The task:
Copy exactly the lines of the material below that run from the one containing "I need the junctions" through the one containing "Please list the". Copy no other lines.
(Supplied data)
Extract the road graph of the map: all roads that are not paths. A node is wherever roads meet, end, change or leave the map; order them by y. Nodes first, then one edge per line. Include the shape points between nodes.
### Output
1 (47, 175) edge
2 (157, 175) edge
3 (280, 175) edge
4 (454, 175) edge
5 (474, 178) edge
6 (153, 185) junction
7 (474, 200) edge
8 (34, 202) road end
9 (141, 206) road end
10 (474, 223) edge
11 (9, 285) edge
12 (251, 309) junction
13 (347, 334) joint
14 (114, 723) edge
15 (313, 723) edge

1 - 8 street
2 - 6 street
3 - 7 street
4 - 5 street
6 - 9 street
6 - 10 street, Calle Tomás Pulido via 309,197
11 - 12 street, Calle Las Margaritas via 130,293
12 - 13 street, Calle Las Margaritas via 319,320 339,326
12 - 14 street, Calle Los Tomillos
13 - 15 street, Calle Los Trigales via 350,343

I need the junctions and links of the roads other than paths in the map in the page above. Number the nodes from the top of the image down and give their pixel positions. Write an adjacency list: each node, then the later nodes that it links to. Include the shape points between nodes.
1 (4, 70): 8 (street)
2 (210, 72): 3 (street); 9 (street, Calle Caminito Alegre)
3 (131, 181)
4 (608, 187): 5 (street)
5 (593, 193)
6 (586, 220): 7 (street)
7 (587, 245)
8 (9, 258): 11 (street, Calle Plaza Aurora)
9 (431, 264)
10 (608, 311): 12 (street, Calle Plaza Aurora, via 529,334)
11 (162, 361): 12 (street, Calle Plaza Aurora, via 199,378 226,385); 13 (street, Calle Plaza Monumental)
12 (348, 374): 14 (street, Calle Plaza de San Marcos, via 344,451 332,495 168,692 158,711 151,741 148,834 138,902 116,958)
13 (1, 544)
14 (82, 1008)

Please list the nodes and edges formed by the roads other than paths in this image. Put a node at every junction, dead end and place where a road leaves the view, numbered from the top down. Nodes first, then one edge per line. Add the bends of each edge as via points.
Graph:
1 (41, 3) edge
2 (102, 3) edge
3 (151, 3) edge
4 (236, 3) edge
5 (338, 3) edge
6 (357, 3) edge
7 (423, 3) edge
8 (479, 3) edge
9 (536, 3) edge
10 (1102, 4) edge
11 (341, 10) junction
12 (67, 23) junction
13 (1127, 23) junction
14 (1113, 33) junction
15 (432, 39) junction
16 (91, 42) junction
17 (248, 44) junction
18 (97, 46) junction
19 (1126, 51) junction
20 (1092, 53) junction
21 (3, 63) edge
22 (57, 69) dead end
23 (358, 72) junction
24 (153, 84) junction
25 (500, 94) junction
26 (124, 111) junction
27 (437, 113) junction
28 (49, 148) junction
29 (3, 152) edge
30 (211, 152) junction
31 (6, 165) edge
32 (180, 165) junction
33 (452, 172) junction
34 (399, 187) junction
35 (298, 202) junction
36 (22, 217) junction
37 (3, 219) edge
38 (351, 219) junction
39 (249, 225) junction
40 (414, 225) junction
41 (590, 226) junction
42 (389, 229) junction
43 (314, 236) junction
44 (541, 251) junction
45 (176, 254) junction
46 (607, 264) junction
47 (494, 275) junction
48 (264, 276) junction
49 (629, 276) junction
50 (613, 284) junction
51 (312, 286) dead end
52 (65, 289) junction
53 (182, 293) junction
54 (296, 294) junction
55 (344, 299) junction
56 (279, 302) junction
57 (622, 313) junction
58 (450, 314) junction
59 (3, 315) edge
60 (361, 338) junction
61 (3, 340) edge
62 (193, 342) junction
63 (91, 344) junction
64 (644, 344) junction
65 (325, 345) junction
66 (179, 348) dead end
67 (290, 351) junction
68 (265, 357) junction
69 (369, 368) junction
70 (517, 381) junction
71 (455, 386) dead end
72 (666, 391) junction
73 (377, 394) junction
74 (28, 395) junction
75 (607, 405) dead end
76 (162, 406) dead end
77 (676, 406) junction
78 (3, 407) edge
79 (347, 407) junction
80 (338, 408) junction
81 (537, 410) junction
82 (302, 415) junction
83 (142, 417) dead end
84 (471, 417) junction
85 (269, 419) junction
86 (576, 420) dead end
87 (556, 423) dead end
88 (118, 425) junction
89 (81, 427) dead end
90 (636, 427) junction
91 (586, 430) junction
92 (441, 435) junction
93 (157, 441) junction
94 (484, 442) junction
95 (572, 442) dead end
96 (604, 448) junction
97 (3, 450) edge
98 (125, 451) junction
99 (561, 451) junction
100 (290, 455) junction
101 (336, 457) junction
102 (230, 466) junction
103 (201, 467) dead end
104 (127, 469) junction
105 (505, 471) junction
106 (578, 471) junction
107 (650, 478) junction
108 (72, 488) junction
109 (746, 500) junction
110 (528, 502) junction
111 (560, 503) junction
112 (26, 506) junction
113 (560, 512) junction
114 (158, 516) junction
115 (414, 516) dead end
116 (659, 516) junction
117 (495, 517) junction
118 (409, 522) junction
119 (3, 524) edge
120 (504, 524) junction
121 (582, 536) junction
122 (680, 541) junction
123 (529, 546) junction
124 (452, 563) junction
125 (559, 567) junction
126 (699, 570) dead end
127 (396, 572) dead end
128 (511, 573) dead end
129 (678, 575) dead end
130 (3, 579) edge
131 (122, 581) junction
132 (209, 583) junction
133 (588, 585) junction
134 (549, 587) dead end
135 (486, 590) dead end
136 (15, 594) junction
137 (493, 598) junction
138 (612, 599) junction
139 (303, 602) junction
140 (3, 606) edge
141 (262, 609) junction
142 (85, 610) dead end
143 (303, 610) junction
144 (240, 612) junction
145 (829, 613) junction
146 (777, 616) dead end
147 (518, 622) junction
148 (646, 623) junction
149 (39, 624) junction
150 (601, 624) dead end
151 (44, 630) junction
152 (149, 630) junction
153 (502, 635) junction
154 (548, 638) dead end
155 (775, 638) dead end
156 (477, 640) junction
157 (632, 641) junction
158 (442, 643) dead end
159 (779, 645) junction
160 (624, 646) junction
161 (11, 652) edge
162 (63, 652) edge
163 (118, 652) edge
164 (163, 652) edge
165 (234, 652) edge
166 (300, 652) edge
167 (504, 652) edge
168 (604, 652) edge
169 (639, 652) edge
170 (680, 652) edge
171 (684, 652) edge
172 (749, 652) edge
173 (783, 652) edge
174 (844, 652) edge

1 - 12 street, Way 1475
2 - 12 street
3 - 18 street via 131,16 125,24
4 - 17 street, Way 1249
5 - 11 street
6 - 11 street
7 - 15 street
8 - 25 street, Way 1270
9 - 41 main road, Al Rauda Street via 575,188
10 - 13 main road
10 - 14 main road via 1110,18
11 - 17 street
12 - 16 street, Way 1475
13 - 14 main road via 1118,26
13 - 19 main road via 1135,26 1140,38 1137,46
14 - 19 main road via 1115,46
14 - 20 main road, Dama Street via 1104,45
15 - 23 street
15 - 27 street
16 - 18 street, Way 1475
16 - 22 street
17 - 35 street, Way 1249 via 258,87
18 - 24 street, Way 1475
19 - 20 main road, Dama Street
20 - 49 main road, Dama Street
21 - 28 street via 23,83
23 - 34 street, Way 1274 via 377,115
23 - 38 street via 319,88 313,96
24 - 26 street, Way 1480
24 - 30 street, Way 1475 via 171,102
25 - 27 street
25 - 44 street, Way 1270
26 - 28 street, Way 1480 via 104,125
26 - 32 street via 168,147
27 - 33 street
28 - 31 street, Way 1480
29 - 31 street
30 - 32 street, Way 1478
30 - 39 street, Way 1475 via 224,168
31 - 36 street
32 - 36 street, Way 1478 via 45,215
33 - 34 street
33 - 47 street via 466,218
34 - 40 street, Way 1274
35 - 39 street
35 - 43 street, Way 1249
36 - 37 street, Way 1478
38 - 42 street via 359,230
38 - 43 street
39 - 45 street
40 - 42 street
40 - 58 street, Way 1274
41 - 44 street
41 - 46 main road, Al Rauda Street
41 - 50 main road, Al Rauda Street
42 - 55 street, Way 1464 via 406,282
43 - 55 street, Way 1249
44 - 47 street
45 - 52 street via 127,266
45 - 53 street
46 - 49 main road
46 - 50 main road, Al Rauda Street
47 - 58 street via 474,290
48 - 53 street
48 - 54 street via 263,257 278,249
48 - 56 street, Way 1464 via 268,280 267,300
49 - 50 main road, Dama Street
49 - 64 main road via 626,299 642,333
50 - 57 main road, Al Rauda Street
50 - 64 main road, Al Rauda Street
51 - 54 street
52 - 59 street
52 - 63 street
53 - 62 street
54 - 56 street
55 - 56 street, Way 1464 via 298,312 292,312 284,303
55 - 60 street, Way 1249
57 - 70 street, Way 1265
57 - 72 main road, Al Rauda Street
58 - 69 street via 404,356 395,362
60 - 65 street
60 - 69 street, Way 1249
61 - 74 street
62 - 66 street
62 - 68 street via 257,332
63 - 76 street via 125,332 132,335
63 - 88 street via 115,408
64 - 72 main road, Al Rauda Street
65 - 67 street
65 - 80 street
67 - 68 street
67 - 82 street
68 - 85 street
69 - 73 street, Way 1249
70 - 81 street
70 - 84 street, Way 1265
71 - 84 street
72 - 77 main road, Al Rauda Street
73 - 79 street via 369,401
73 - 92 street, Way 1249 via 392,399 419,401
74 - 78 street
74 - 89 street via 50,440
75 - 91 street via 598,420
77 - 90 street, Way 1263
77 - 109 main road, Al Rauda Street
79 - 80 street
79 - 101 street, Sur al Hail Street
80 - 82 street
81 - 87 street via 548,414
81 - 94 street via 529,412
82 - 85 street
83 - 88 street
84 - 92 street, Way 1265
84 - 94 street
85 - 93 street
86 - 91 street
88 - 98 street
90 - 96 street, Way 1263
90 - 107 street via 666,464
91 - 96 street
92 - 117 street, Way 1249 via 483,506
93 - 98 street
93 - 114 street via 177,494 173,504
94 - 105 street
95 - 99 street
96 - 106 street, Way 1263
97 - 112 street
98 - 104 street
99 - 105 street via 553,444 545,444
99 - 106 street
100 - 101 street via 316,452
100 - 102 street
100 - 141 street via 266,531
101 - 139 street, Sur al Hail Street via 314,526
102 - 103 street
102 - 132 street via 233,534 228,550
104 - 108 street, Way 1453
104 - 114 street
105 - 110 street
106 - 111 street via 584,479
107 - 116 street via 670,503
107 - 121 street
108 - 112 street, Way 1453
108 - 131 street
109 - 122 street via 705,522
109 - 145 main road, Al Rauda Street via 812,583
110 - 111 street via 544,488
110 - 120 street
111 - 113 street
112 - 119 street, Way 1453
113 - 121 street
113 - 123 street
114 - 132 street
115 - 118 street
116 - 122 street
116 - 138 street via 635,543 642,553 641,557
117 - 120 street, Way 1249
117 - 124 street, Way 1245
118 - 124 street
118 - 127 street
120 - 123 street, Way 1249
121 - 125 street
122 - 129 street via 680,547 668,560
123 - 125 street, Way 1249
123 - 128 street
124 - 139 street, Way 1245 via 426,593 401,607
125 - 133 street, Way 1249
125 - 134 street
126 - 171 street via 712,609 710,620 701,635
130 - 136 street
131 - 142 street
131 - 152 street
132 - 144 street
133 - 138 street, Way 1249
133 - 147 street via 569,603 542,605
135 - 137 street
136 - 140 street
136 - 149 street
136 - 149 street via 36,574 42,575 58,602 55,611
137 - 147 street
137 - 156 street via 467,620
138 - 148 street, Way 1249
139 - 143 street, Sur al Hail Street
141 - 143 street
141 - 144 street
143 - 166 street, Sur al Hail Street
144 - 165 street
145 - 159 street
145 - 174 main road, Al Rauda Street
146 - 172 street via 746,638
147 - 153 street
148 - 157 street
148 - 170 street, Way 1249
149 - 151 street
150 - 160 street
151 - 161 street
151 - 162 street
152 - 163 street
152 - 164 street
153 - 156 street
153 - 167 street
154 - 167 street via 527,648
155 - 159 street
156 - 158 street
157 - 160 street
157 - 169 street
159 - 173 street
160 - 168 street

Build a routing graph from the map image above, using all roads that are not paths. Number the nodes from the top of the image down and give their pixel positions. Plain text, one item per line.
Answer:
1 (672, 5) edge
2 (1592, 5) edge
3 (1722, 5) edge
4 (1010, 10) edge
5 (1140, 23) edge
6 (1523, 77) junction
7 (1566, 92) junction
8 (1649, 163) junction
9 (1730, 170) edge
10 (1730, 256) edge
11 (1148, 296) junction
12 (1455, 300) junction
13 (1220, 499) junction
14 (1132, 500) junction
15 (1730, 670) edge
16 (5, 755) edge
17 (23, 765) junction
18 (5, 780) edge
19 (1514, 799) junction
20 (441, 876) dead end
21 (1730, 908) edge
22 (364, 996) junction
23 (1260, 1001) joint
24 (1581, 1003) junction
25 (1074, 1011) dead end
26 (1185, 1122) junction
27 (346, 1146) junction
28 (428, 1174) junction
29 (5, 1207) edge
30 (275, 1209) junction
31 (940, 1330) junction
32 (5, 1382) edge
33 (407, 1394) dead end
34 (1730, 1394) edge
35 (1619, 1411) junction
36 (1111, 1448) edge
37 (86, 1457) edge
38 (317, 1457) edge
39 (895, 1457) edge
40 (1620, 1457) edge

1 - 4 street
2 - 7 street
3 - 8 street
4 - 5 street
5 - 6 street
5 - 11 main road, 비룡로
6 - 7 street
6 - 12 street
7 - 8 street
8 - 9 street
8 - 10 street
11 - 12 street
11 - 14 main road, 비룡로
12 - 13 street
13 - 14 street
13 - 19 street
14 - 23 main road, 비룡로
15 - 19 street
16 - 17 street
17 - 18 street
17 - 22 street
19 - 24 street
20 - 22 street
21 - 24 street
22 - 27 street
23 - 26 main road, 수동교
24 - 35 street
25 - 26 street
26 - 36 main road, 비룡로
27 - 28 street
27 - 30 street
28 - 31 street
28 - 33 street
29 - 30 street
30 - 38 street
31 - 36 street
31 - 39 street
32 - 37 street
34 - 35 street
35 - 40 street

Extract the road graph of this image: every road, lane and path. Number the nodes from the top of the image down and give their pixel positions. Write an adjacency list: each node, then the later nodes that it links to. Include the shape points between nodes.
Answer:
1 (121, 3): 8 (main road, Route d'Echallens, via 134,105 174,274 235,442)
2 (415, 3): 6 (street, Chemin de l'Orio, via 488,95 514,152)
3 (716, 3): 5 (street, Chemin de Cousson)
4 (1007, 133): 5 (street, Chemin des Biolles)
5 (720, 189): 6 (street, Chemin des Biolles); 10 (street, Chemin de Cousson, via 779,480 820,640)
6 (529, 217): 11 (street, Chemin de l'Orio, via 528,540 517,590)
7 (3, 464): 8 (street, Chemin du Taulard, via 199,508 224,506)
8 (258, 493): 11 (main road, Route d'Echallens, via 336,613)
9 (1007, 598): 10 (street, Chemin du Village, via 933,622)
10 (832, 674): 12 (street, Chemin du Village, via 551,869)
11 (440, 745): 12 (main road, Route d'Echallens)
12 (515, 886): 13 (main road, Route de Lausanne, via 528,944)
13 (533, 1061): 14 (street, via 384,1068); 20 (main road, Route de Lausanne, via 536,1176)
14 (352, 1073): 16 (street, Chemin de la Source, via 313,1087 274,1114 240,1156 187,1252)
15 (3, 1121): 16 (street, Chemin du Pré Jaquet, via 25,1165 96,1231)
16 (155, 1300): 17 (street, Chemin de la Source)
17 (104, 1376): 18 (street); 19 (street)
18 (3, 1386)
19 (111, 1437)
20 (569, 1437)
(End Supplied data)
Expected answer:
I need the junctions and links of the roads other than paths in the map in the page above. Number the nodes from the top of the image down and give their pixel positions. Write an adjacency list: each node, then the later nodes that it links to. Include the shape points between nodes.
1 (4, 70): 8 (street)
2 (210, 72): 3 (street); 9 (street, Calle Caminito Alegre)
3 (131, 181)
4 (608, 187): 5 (street)
5 (593, 193)
6 (586, 220): 7 (street)
7 (587, 245)
8 (9, 258): 11 (street, Calle Plaza Aurora)
9 (431, 264)
10 (608, 311): 12 (street, Calle Plaza Aurora, via 529,334)
11 (162, 361): 12 (street, Calle Plaza Aurora, via 199,378 226,385); 13 (street, Calle Plaza Monumental)
12 (348, 374): 14 (street, Calle Plaza de San Marcos, via 344,451 332,495 168,692 158,711 151,741 148,834 138,902 116,958)
13 (1, 544)
14 (82, 1008)

Please list the nodes and edges formed by the roads other than paths in this image. Put a node at every junction, dead end and place where a road leaves the view, numbered from the top down. Nodes first, then one edge per line. Add the bends of each edge as via points.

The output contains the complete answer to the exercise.